On Thu, Nov 16, 2017 at 10:47:29PM -0500, Rich Freeman wrote:
> One big difference between RCS and git (and probably several of the
> other modern VCSs) is that RCS is purely file-based (as is CVS, which
> is for the most part a layer on top of RCS).  If you make changes to
> 15 files and commit the changes, with RCS you get 15 files that each
> have a commit recorded in them.  They might have the same timestamp
> and author, but otherwise there is nothing that really links them. 

This is a feature and a bug.

The feature is that this means you can take an RCS delta file (like
foo.sh,v), pick it up, drop it somewhere, and then proceed as if it
had always been there.

The bug is that -- as you point out -- there's no "glue" between the
files.  If you modified foo.c and bar.c, depositing revision 1.3 of
foo.c and 1.5 of bar.c, and subsequently you separate those files,
nothing in either will lead to the other.

Combined with branching (as you discussed elsewhere, and yes, RCS
and CVS are pretty similiar in that regard) this means if building
release 1.0 of the foobar executable requires v1.3 of foo.c and v1.5
of bar.c, then that scrap of information will have to be recorded
somewhere else.  Makefiles are a good place for that, but a better
approach is to make all release builds dependent on the last version
of the default branch of each file, so that most of this happens
automagically, without requiring Makefile edits Every. Single. Time.

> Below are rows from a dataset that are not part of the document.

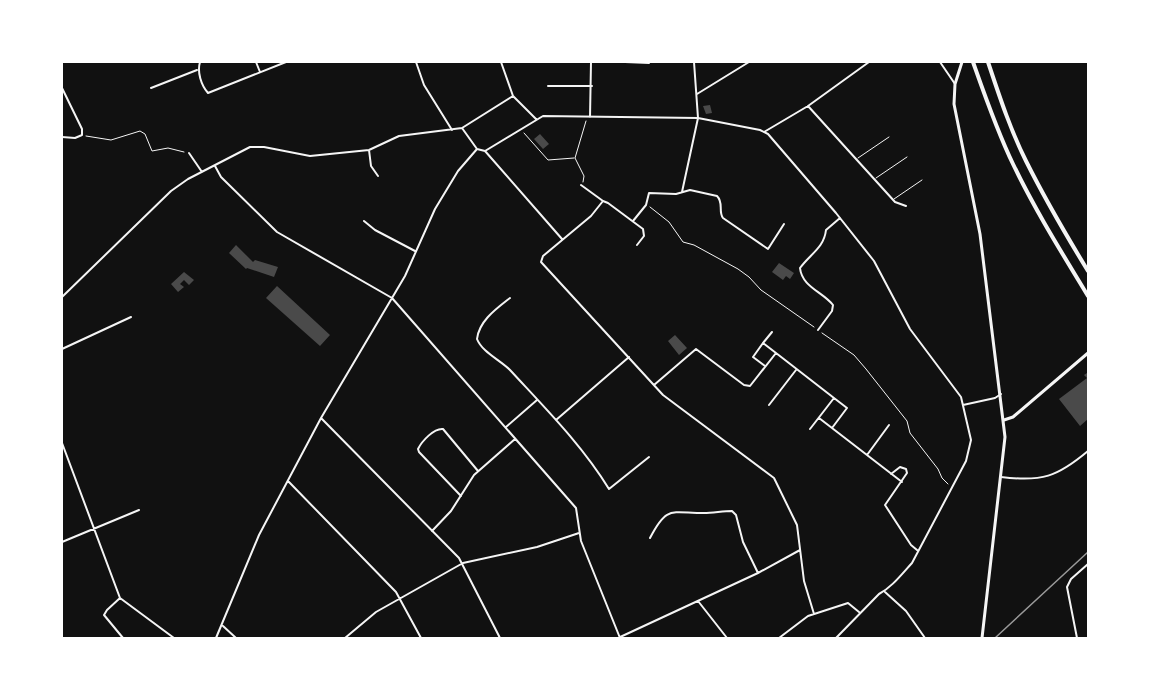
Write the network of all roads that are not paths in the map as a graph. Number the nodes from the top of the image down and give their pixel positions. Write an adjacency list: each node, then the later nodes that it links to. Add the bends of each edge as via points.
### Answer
1 (200, 62): 16 (street)
2 (256, 62): 17 (street)
3 (286, 62): 17 (street)
4 (416, 62): 30 (street, via 424,85)
5 (501, 62): 24 (street)
6 (591, 62): 20 (street)
7 (626, 62): 15 (street)
8 (694, 62): 23 (street)
9 (749, 62): 23 (street)
10 (869, 62): 25 (street)
11 (940, 62): 18 (street)
12 (962, 62): 18 (main road)
13 (973, 62): 58 (highway, via 1013,164)
14 (988, 62): 57 (highway, via 1025,160)
15 (649, 63)
16 (197, 70): 17 (street, via 208,93); 22 (street)
17 (260, 72)
18 (955, 84): 73 (main road, via 954,104 980,234)
19 (548, 86): 20 (street)
20 (592, 86): 26 (street)
21 (62, 88): 33 (street, via 81,124 82,135)
22 (151, 88)
23 (697, 94): 27 (street)
24 (513, 96): 28 (street); 29 (street)
25 (808, 106): 31 (street); 39 (street)
26 (589, 116): 27 (street); 28 (street)
27 (698, 118): 31 (street); 46 (street)
28 (536, 119): 36 (street)
29 (462, 128): 30 (street); 34 (street)
30 (452, 130): 35 (street, via 401,136)
31 (764, 132): 50 (street)
32 (889, 136): 39 (lane)
33 (62, 137)
34 (477, 149): 36 (street); 56 (street, via 454,177)
35 (369, 150): 40 (street, via 306,156 258,146); 42 (street, via 371,166)
36 (485, 151): 54 (street)
37 (189, 153): 41 (street)
38 (907, 157): 43 (lane)
39 (856, 159): 43 (street)
40 (214, 165): 41 (street); 60 (street, via 221,177 277,232)
41 (202, 172): 59 (street, via 166,195)
42 (378, 176)
43 (874, 179): 47 (street)
44 (922, 180): 47 (lane)
45 (581, 185): 48 (street)
46 (682, 192): 52 (street, via 649,193 646,205); 53 (street, via 717,196 723,218 768,249)
47 (893, 200): 49 (street)
48 (603, 201): 52 (street); 54 (street, via 569,237)
49 (906, 206)
50 (840, 218): 63 (street, via 826,230 825,240 800,268 805,281 833,305); 77 (street, via 874,261 909,327 960,395)
51 (364, 221): 56 (street)
52 (633, 221): 55 (street, via 644,233)
53 (784, 224)
54 (562, 239): 69 (street, via 541,260)
55 (637, 246)
56 (415, 251): 60 (street)
57 (1089, 271)
58 (1089, 296)
59 (62, 297)
60 (392, 298): 78 (street); 83 (street)
61 (510, 298): 75 (street, via 489,314 478,330 477,342)
62 (131, 317): 66 (street)
63 (818, 330)
64 (772, 332): 65 (street)
65 (763, 344): 67 (street); 70 (street, via 753,357)
66 (62, 349)
67 (776, 353): 70 (street); 71 (street)
68 (1089, 353): 81 (main road, via 1013,417)
69 (628, 357): 72 (street); 80 (street)
70 (766, 367): 72 (street, via 752,385 746,386 696,349)
71 (796, 370): 74 (street); 76 (street)
72 (654, 385): 103 (street, via 774,478 797,525)
73 (1001, 394): 77 (street); 81 (main road)
74 (834, 398): 79 (street); 84 (street, via 847,408)
75 (537, 400): 80 (street); 83 (street)
76 (770, 405)
77 (963, 405): 104 (street, via 970,449)
78 (321, 418): 94 (street); 99 (street)
79 (819, 418): 84 (street); 85 (street)
80 (556, 420): 90 (street, via 609,489)
81 (1004, 420): 93 (main road)
82 (889, 425): 89 (street)
83 (506, 427): 86 (street)
84 (832, 428): 89 (street)
85 (810, 429)
86 (515, 439): 91 (street); 100 (street, via 577,509)
87 (62, 443): 98 (street)
88 (1089, 451): 93 (street, via 1051,476 1028,480)
89 (867, 455): 92 (street)
90 (649, 457)
91 (478, 471): 96 (street); 96 (street, via 443,429 436,430 420,445 419,452)
92 (891, 474): 95 (street); 95 (street, via 898,467 904,468 907,475)
93 (1001, 477): 127 (main road)
94 (288, 481): 110 (street); 114 (street, via 260,535)
95 (902, 482): 104 (street, via 885,505)
96 (460, 496): 99 (street, via 450,514)
97 (139, 510): 98 (street)
98 (94, 529): 102 (street); 109 (street)
99 (432, 531): 105 (street)
100 (579, 533): 105 (street, via 537,547); 115 (street)
101 (650, 538): 107 (street, via 664,517 674,511 732,512)
102 (62, 542)
103 (800, 550): 107 (street); 113 (street)
104 (917, 550): 108 (street, via 912,563)
105 (463, 563): 110 (street); 122 (street)
106 (1089, 564): 128 (street, via 1067,587)
107 (758, 573): 111 (street)
108 (885, 592): 112 (street); 126 (street, via 906,610)
109 (120, 598): 116 (street, via 104,615); 117 (street)
110 (399, 598): 120 (street, via 374,613); 121 (street)
111 (698, 601): 115 (street); 123 (street)
112 (860, 613): 113 (street, via 848,603); 125 (street)
113 (814, 614): 124 (street)
114 (222, 626): 118 (street); 119 (street)
115 (619, 638)
116 (123, 639)
117 (174, 639)
118 (216, 639)
119 (236, 639)
120 (345, 639)
121 (421, 639)
122 (500, 639)
123 (727, 639)
124 (779, 639)
125 (836, 639)
126 (925, 639)
127 (982, 639)
128 (1077, 639)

As an aside/adjunct to this discussion, I'm a big fan of using plaintext
files for everything possible and not a fan of the gratuitous use
of databases.   We now have systems that are ridiculously fast (for
tasks like revision control) and many of them use SSD storage that
alleviates some/much of the gap between memory and disk performance.
In the abstract, there exists no set of computing operations which
can be performed by DBs that can't be performed by plaintext files:
it's simply a matter efficiency, and the gap in efficiency has been
going down quickly.

Why do I mention this?  Because plaintext files are what I want to
have when things break, because they give me a fighting chance of
fixing the problem with vi and Python and grep and Perl and all the
other myriad tools that work with them.  When it's 3 AM and everything
is wonky and it needs to not be wonky by 9 AM, I'd much rather be
staring at text, even horrible text, than trying to unravel DB structures.

To relate this digression back to the discussion, I think that revision
control systems should eschew databases in favor of plaintext files at
every possible opportunity.  Whatever performance is surrendered by
that today will be regained in the not-too-distant future.